Apr 7: The Destruction of Ukrainian Cultural Heritage
Articles and Posts: MacKay Zelensky Unesco Heritage Sites in Ukraine Emmanuel Durand Odesa Crimean Tatar Dobritsky Yar Luhansk McGlynn Mariupol
Before reading…
Since March 2022, I’ve been collecting articles and posts about Russia’s destruction of Ukrainian heritage sites and the looting of Ukraine’s museums. Ukrainians have done much to protect their cultural heritage from Russian missile attacks and looting, but so much has been lost. We may think that the destruction of these sites and the stealing of artefacts is simply part of warfare: it’s not. There is a darker more sinister intent.
On February 22, 2023, The United Nations released this statement:
The deliberate destruction and damage of sites, institutions, and objects of cultural, historical, and religious significance in Ukraine must cease, UN experts* said today. They expressed deep concern at the continued denigration of the history and identity of Ukrainian people as a justification for war and hatred. The experts warned that attacks against Ukrainian culture, history, and language by the Russian Federation may amount to an attempt to erase their identity. They issued the following statement:
Reports indicate that some sites were intentionally targeted, including buildings clearly marked as shelters for local residents, including children. The indiscriminate and disproportionate attacks on densely populated areas, and the damage caused to civilian infrastructure in the process, are of such magnitude as to suggest a deliberate campaign of destruction.
We are also concerned by the severe targeting of Ukrainian cultural symbols. Cultural resources – such as repositories of Ukrainian literature, museums, and historical archives – are being destroyed, and there is a widespread narrative of demonisation and denigration of Ukrainian culture and identity promoted by Russian officials, along with calls for ideological repression and strict censorship in the political, cultural and educational spheres. Let us be clear: the Ukrainian people have a right to their identity. Nobody can violate this right.
The Russian forces and leadership wish to erase all traces of Ukrainian identity from the face of the earth. It’s deliberate.

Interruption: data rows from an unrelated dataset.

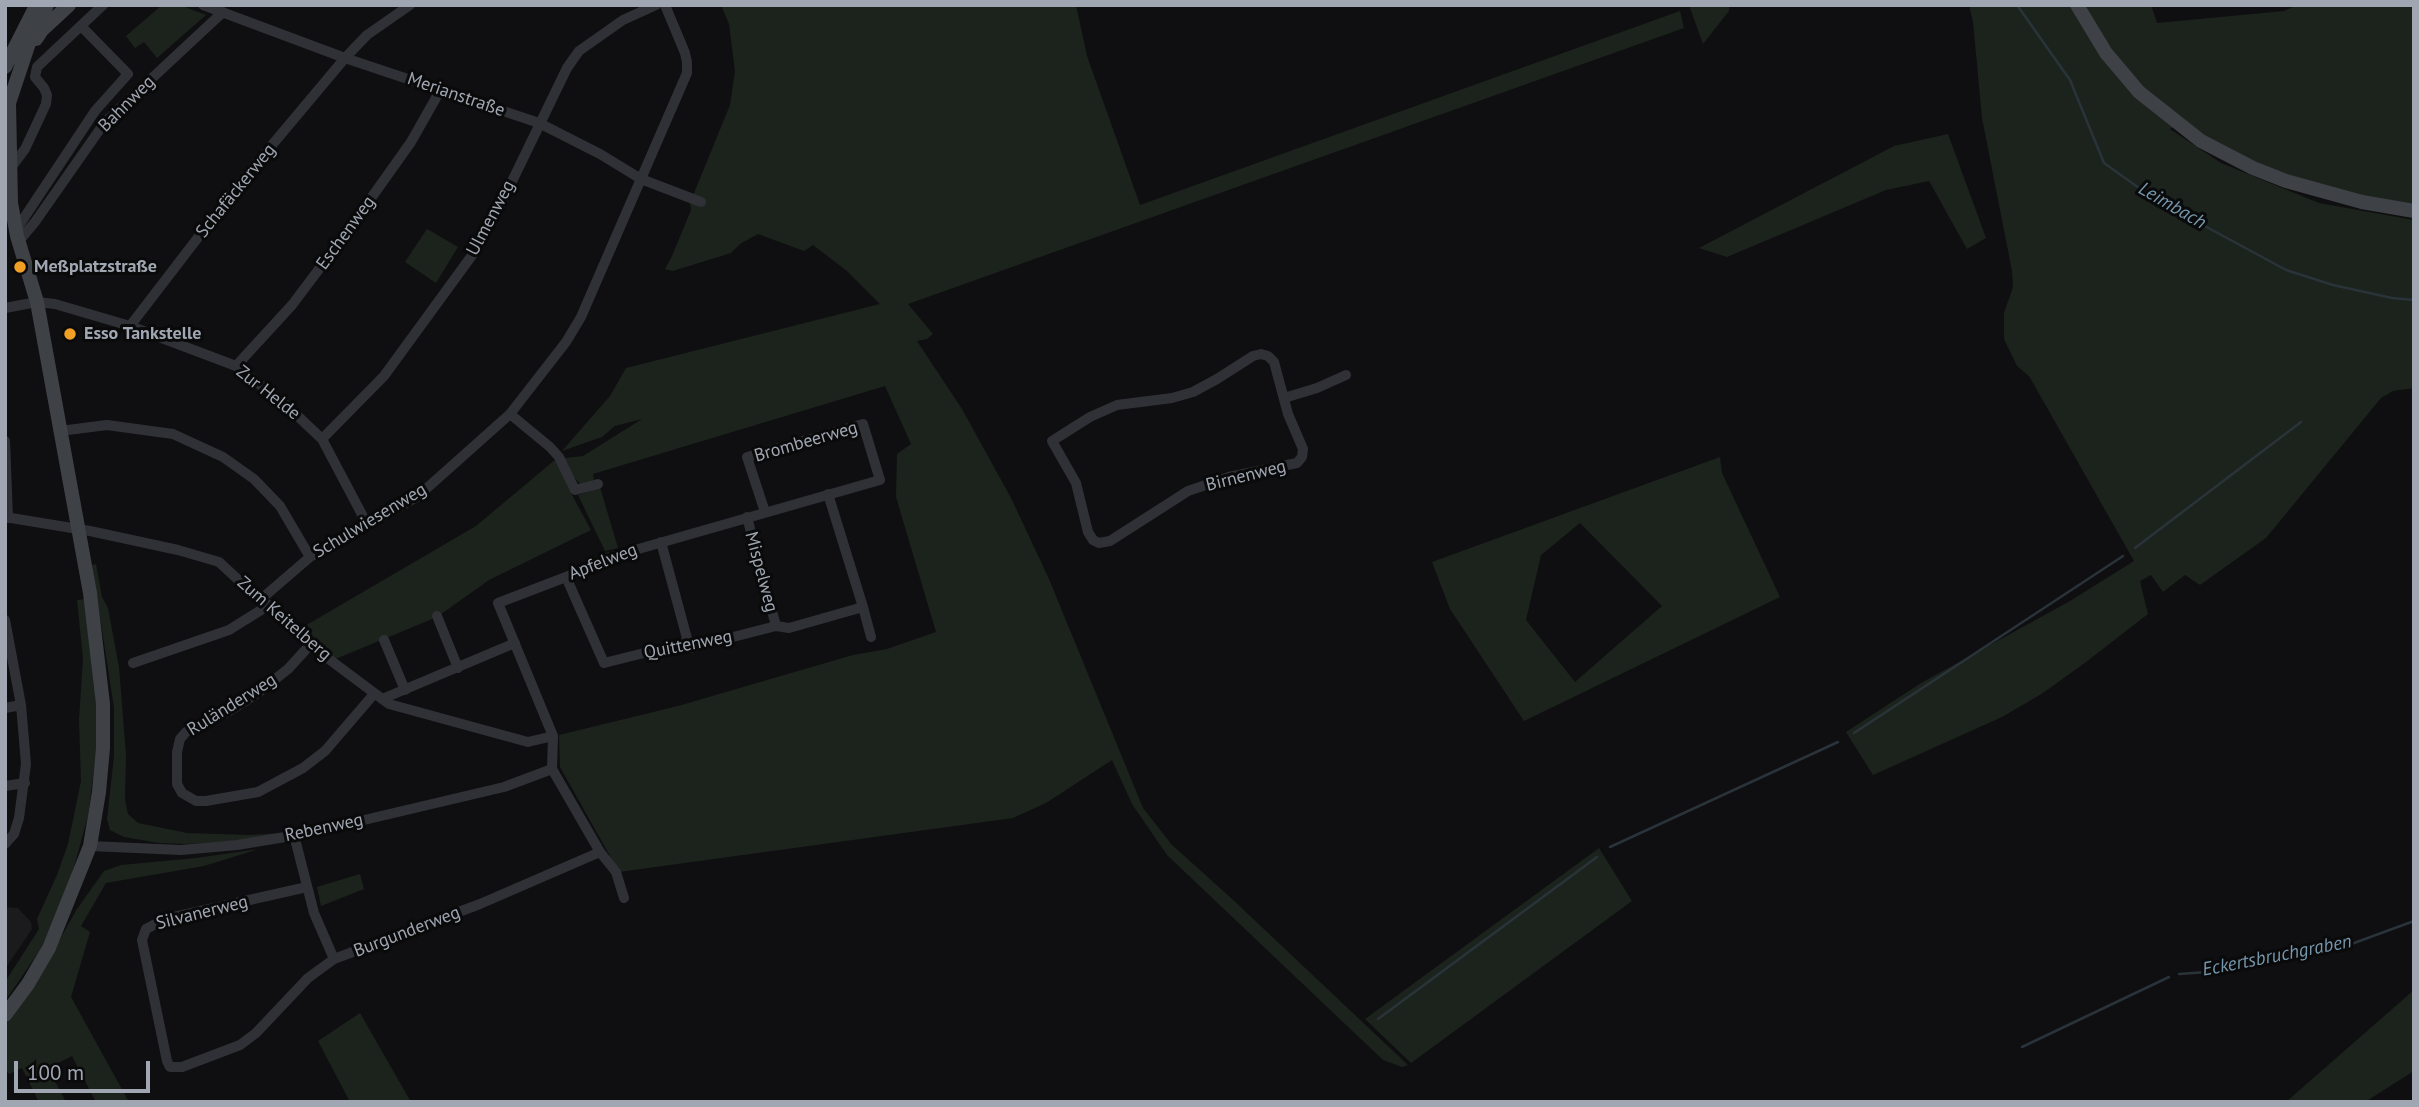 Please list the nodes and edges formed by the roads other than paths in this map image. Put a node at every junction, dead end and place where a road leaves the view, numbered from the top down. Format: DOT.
graph roads {
  1 [pos="36,5"];
  2 [pos="47,5"];
  3 [pos="69,5"];
  4 [pos="103,5"];
  5 [pos="203,5"];
  6 [pos="410,5"];
  7 [pos="656,5"];
  8 [pos="664,5"];
  9 [pos="2077,5"];
  10 [pos="223,12"];
  11 [pos="81,26"];
  12 [pos="24,28"];
  13 [pos="29,43"];
  14 [pos="345,58"];
  15 [pos="7,61"];
  16 [pos="441,89"];
  17 [pos="539,123"];
  18 [pos="7,171"];
  19 [pos="641,179"];
  20 [pos="701,202"];
  21 [pos="5,208"];
  22 [pos="2414,211"];
  23 [pos="17,236"];
  24 [pos="37,302"];
  25 [pos="5,308"];
  26 [pos="130,326"];
  27 [pos="236,366"];
  28 [pos="1346,374"];
  29 [pos="1284,398"];
  30 [pos="510,414"];
  31 [pos="60,431"];
  32 [pos="322,439"];
  33 [pos="5,441"];
  34 [pos="880,480"];
  35 [pos="598,484"];
  36 [pos="828,494"];
  37 [pos="765,512"];
  38 [pos="7,517"];
  39 [pos="747,517"];
  40 [pos="367,524"];
  41 [pos="77,529"];
  42 [pos="661,542"];
  43 [pos="310,557"];
  44 [pos="566,577"];
  45 [pos="264,602"];
  46 [pos="863,607"];
  47 [pos="436,616"];
  48 [pos="5,620"];
  49 [pos="776,626"];
  50 [pos="871,637"];
  51 [pos="384,640"];
  52 [pos="688,642"];
  53 [pos="515,643"];
  54 [pos="310,645"];
  55 [pos="133,663"];
  56 [pos="458,668"];
  57 [pos="405,690"];
  58 [pos="378,696"];
  59 [pos="21,705"];
  60 [pos="5,708"];
  61 [pos="553,736"];
  62 [pos="552,769"];
  63 [pos="25,783"];
  64 [pos="5,786"];
  65 [pos="294,835"];
  66 [pos="5,844"];
  67 [pos="90,846"];
  68 [pos="600,852"];
  69 [pos="307,887"];
  70 [pos="624,898"];
  71 [pos="334,959"];
  72 [pos="5,1015"];
  1 -- 12 [label="main road"];
  2 -- 13 [label="main road"];
  3 -- 13 [label="main road"];
  4 -- 11 [label="street"];
  5 -- 10 [label="street, Merianstraße"];
  6 -- 14 [label="street, Schafäckerweg"];
  7 -- 17 [label="street, Ulmenweg"];
  8 -- 19 [label="street, Schulwiesenweg"];
  9 -- 22 [label="main road"];
  10 -- 14 [label="street, Merianstraße"];
  10 -- 23 [label="street, Bahnweg"];
  11 -- 18 [label="street"];
  11 -- 23 [label="street"];
  12 -- 13 [label="street"];
  12 -- 15 [label="main road"];
  13 -- 18 [label="main road"];
  14 -- 16 [label="street, Merianstraße"];
  14 -- 26 [label="street, Schafäckerweg"];
  16 -- 17 [label="street, Merianstraße"];
  16 -- 27 [label="street, Eschenweg"];
  17 -- 19 [label="street, Merianstraße"];
  17 -- 32 [label="street, Ulmenweg"];
  18 -- 23 [label="main road"];
  19 -- 20 [label="street, Merianstraße"];
  19 -- 30 [label="street, Schulwiesenweg"];
  21 -- 23 [label="main road"];
  23 -- 24 [label="main road"];
  24 -- 25 [label="street"];
  24 -- 26 [label="street, Zur Helde"];
  24 -- 31 [label="main road"];
  26 -- 27 [label="street, Zur Helde"];
  27 -- 32 [label="street, Zur Helde"];
  28 -- 29 [label="street"];
  29 -- 29 [label="street, Birnenweg"];
  30 -- 35 [label="street"];
  30 -- 40 [label="street, Schulwiesenweg"];
  31 -- 41 [label="main road"];
  31 -- 43 [label="street"];
  32 -- 40 [label="street, Zur Helde"];
  33 -- 38 [label="street"];
  34 -- 36 [label="street, Apfelweg"];
  34 -- 37 [label="street, Brombeerweg"];
  36 -- 37 [label="street, Apfelweg"];
  36 -- 46 [label="street"];
  37 -- 39 [label="street, Apfelweg"];
  38 -- 41 [label="street, Zum Keitelberg"];
  39 -- 42 [label="street, Apfelweg"];
  39 -- 49 [label="street, Mispelweg"];
  40 -- 43 [label="street, Schulwiesenweg"];
  41 -- 45 [label="street, Zum Keitelberg"];
  41 -- 67 [label="main road"];
  42 -- 44 [label="street, Apfelweg"];
  42 -- 52 [label="street"];
  43 -- 45 [label="street, Schulwiesenweg"];
  44 -- 52 [label="street, Quittenweg"];
  44 -- 53 [label="street, Apfelweg"];
  45 -- 54 [label="street, Zum Keitelberg"];
  45 -- 55 [label="street, Schulwiesenweg"];
  46 -- 49 [label="street, Quittenweg"];
  46 -- 50 [label="street"];
  47 -- 56 [label="street"];
  48 -- 59 [label="street"];
  49 -- 52 [label="street, Quittenweg"];
  51 -- 57 [label="street"];
  53 -- 56 [label="street"];
  53 -- 61 [label="street, Apfelweg"];
  54 -- 58 [label="street, Zum Keitelberg"];
  54 -- 58 [label="street, Ruländerweg"];
  56 -- 57 [label="street"];
  57 -- 58 [label="street"];
  58 -- 61 [label="street, Zum Keitelberg"];
  59 -- 60 [label="street"];
  59 -- 63 [label="street"];
  61 -- 62 [label="street, Apfelweg"];
  62 -- 65 [label="street, Rebenweg"];
  62 -- 68 [label="street"];
  63 -- 64 [label="street"];
  63 -- 66 [label="street"];
  65 -- 67 [label="street, Rebenweg"];
  65 -- 69 [label="street, Burgunderweg"];
  67 -- 72 [label="main road"];
  68 -- 70 [label="street"];
  68 -- 71 [label="street, Burgunderweg"];
  69 -- 71 [label="street, Burgunderweg"];
  69 -- 71 [label="street, Silvanerweg"];
} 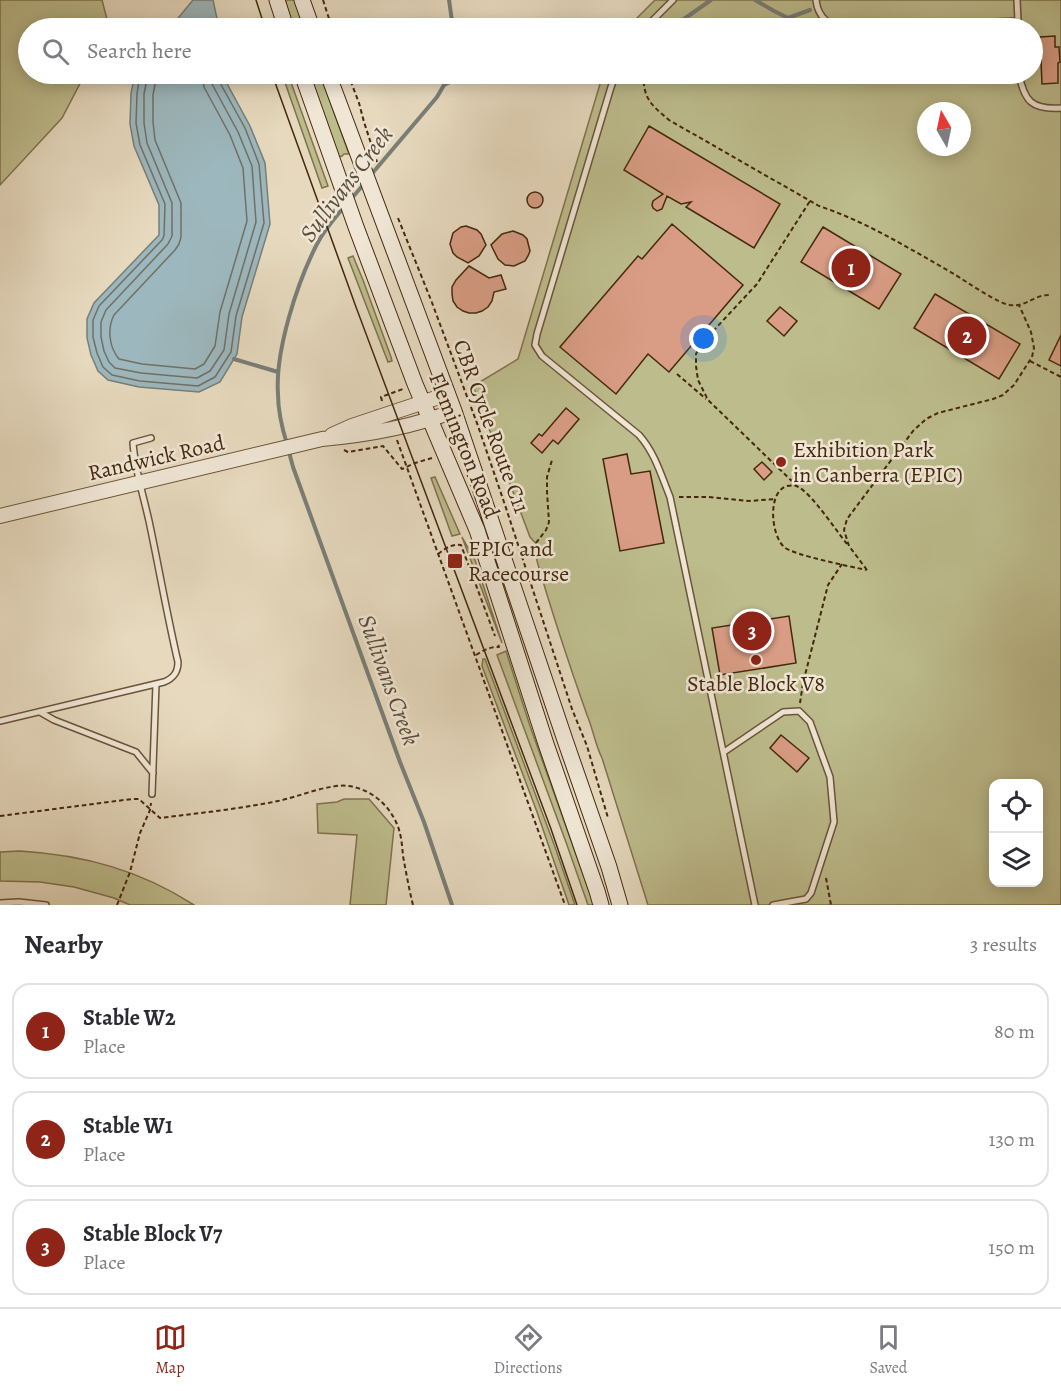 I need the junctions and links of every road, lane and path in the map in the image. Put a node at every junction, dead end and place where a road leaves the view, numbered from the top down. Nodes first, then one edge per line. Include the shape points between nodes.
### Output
1 (277, 0) edge
2 (302, 0) edge
3 (323, 0) edge
4 (673, 0) edge
5 (816, 0) edge
6 (1017, 0) edge
7 (283, 18) edge
8 (308, 18) edge
9 (329, 18) edge
10 (655, 18) edge
11 (823, 18) edge
12 (1018, 18) edge
13 (305, 84) edge
14 (332, 84) edge
15 (352, 84) edge
16 (612, 84) edge
17 (644, 84) edge
18 (1021, 84) edge
19 (1061, 108) edge
20 (369, 140) dead end
21 (810, 201) junction
22 (395, 211) dead end
23 (1049, 295) dead end
24 (1019, 305) junction
25 (1030, 361) junction
26 (677, 374) dead end
27 (1061, 377) edge
28 (415, 384) junction
29 (448, 394) junction
30 (708, 400) junction
31 (423, 403) junction
32 (454, 411) junction
33 (387, 415) junction
34 (430, 420) junction
35 (393, 428) junction
36 (151, 438) dead end
37 (322, 439) junction
38 (552, 460) dead end
39 (139, 483) junction
40 (798, 487) junction
41 (670, 497) junction
42 (775, 499) junction
43 (0, 516) edge
44 (536, 543) dead end
45 (849, 546) junction
46 (438, 554) junction
47 (842, 564) junction
48 (475, 656) junction
49 (156, 684) junction
50 (40, 711) junction
51 (799, 711) junction
52 (0, 721) edge
53 (565, 740) junction
54 (546, 744) junction
55 (724, 752) junction
56 (153, 773) junction
57 (152, 794) joint
58 (150, 810) junction
59 (0, 816) edge
60 (608, 817) dead end
61 (822, 860) junction
62 (0, 903) edge
63 (46, 905) edge
64 (117, 905) edge
65 (413, 905) edge
66 (565, 905) edge
67 (601, 905) edge
68 (620, 905) edge
69 (755, 905) edge
70 (773, 905) edge
71 (831, 905) edge

1 - 7 main road
2 - 8 main road
3 - 9 path
4 - 10 lane
5 - 11 lane
6 - 12 lane
13 - 28 main road, Flemington Road
14 - 29 main road, Flemington Road
15 - 20 path
16 - 41 lane via 535,345 542,356 639,435 655,458
17 - 21 path via 650,105 669,120
18 - 19 lane via 1028,99 1039,106
21 - 24 path via 888,236 986,294
21 - 30 path via 757,284 701,344 696,354 696,372
22 - 60 path, CBR Cycle Route C11 via 478,426
23 - 24 path
24 - 25 path via 1031,332 1034,348
25 - 27 path
25 - 45 path via 1003,395 926,418 847,519 844,530
26 - 30 path
28 - 31 main road, Flemington Road
28 - 33 path via 381,397
29 - 31 street, Randwick Road
29 - 32 main road, Flemington Road
30 - 40 path
31 - 33 street, Randwick Road
31 - 34 main road, Flemington Road
32 - 34 street, Randwick Road
32 - 53 main road, Flemington Road
33 - 37 street, Randwick Road
34 - 35 street, Randwick Road
34 - 54 main road, Flemington Road via 477,530
35 - 37 street, Randwick Road
35 - 46 path
36 - 39 lane via 133,443
37 - 39 street, Randwick Road
38 - 44 path via 547,477 549,522
39 - 43 street, Randwick Road
39 - 49 lane via 178,662 172,678
40 - 42 path via 783,487
40 - 45 path
41 - 42 path
41 - 55 lane
42 - 47 path via 776,533 785,548
45 - 47 path via 867,570
46 - 48 path
46 - 48 path via 453,544 461,545 499,647 484,649
47 - 51 path via 828,585
48 - 66 path
49 - 50 lane
49 - 56 lane
50 - 52 lane
50 - 56 lane via 136,752
51 - 55 lane via 783,712
51 - 61 lane via 810,722 830,777 834,822
53 - 54 main road
53 - 68 main road, Flemington Road
54 - 67 main road, Flemington Road
55 - 69 lane
56 - 57 lane
57 - 58 path
58 - 59 path via 139,799 132,799
58 - 64 path
58 - 65 path via 160,818 347,785 365,789 377,797 399,829
61 - 70 lane via 806,898
61 - 71 path
62 - 63 lane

Ukrainians and their allies won’t let that happen.
Source: Source: General Staff of the Armed Forces of Ukraine operational information as of 18:00 on 14 October 2022
The Destruction of Ukrainian Culture Sites
The Russian invasion of Ukraine is being accompanied by the destruction and pillaging of historical sites and treasures on an industrial scale, Ukrainian authorities said.
In an interview with the Associated Press (AP), Ukraine’s culture minister, Oleksandr Tkachenko, alleged that Russian soldiers helped themselves to artefacts in almost 40 Ukrainian museums.
The looting and destruction of cultural sites has caused losses estimated in the hundreds of millions of euros, the minister added.
He said: “The attitude of Russians toward Ukrainian culture heritage is a war crime.”
Mariupol’s exiled city council said Russian forces pilfered more than 2,000 items from the city’s museums.
Among the most precious items were ancient religious icons, a unique handwritten Torah scroll, a 200-year-old bible and more than 200 medals, the council said.
Also looted were artworks by painters Arkhip Kuindzhi, who was born in Mariupol, and Crimea-born Ivan Aivazovsky, both famed for their seascapes, the exiled councillors said.
The UN’s cultural agency is keeping a tally of sites being struck by missiles, bombs and shelling.
With the war now in its eighth month, the agency says it has verified damage to 199 sites in 12 regions.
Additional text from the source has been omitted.